Hristo Benev wrote:
> Arno Lehmann wrote:
>> Hi,
>>
>> On 9/25/2006 8:31 PM, Hristo Benev wrote:
>>   
>>> Hi,
>>>
>>> I have Python 04106-XXX Rev: 7550 DDS-3 tape drive.
>>>
>>> Is there a way to check if HW compression is ON or OFF, and what is 
>>> better to use HW or SW one currently I use GZIP=1 SW one
>>>     
>>
>> Well, Hardware compression is done in the tape hardware. You transfer 
>> the uncompressed data through your network and backup server and SCSI 
>> subsystem, but don't need extra CPU power on the client.
>>
>> Personally, I prefer hardware compression, but there are claims that you 
>> might lose the whole tape contents when you encounter incompatible 
>> devices. Which is something I consider a myth, given that 
>> hardware-compressing tape drives are always compatible (as far as I know).
>>
>> Trying to compress pre-compressed or encrypted data is 
>> counterproductive, so, if you need fine-grained control over compression 
>> you better use software compression.
>>
>>   
> I'm aware of all this, but in my case I think SW compression is 
> better, because I have 10MB network between servers (and that is 
> enough for my setup - except backup there is no high bandwidth demand 
> application).
>
> Also I've tested the HW compression (on similar drive in 1999) and the 
> backup was much slower??? and compression really bad!!!
>
> Thats why I typed the command that should disable compression, but how 
> I can check???
> mt  -f /dev/tape compression off
I believe that tapeinfo (from mtx, I think) can give you the information 
that you are looking for (but you may have to figure out which is the 
generic device for your tape drive).  You may also consider using stinit 
to initialize your tape settings at boot-time.  With stinit, you can 
define several different modes of operation for the same tape device 
that will then be accessible as different tape device files (I believe 
if the 'real' device is /dev/st0, then the second mode could be accessed 
as /dev/st0a?  README.st in the kernel source can probably tell you).

With your network topology, it seems like client-side sw compression 
could be a big win--assuming your clients are relatively recent vintage 
machines (given that your net is 10Mbit, not something I can assume :-)).

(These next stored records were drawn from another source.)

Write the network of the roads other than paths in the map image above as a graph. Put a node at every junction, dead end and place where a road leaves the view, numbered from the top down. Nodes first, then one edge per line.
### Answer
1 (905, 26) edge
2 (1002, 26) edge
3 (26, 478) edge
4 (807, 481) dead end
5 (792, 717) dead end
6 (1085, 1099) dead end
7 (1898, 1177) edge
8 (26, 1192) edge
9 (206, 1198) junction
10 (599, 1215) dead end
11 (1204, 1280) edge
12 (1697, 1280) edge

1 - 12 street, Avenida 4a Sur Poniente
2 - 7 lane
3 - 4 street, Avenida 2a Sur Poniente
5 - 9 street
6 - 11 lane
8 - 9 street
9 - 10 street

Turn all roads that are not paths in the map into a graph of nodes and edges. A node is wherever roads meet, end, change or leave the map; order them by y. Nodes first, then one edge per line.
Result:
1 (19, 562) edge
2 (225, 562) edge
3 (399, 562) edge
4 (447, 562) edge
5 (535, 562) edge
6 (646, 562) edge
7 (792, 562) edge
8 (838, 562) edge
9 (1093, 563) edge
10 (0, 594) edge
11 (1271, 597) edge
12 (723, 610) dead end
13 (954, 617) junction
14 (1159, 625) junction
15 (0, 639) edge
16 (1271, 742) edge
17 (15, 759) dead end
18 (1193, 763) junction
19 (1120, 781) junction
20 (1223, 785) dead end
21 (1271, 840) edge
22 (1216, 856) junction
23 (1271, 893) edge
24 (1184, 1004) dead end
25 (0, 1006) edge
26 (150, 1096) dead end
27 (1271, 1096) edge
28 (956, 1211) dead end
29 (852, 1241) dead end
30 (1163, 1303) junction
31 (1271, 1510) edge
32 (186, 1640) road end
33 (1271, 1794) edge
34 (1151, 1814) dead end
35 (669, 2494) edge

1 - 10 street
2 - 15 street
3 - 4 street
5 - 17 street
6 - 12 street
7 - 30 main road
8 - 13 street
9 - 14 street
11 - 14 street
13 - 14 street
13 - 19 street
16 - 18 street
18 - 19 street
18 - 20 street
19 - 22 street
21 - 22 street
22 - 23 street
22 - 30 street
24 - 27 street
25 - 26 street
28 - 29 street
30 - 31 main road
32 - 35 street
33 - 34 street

For myself, when I was using DDS-3 and DDS-4 drives, I used _no_ 
compression, the hw compression module in at least HP DDS drives pretty 
much guaranteed that mostly non-compressible data would _grow_ in size, 
sometimes by as much as 15%.  The bulk of my backups were compressed 
video/audio files, so no compression was the best answer for me.  Now 
I've switched to LTO (specifically an IBM LTO-2 drive), and it can 
compress every set of data I send it (often not very much, but it never 
seems to expand the data, at least not by any amount I can detect).

SW compression has the benefit that you can turn it on selectively, on a 
file pattern basis--I briefly did something like that too with hw 
compression, using two different modes (using stinit) for different 
backups with bacula, but it got too complicated (especially since one 
tape apparently cannot mix compressed and non-compressed use).   I'm no 
expert, but I'm given to understand you may have to relabel your media 
if you change hw compression settings.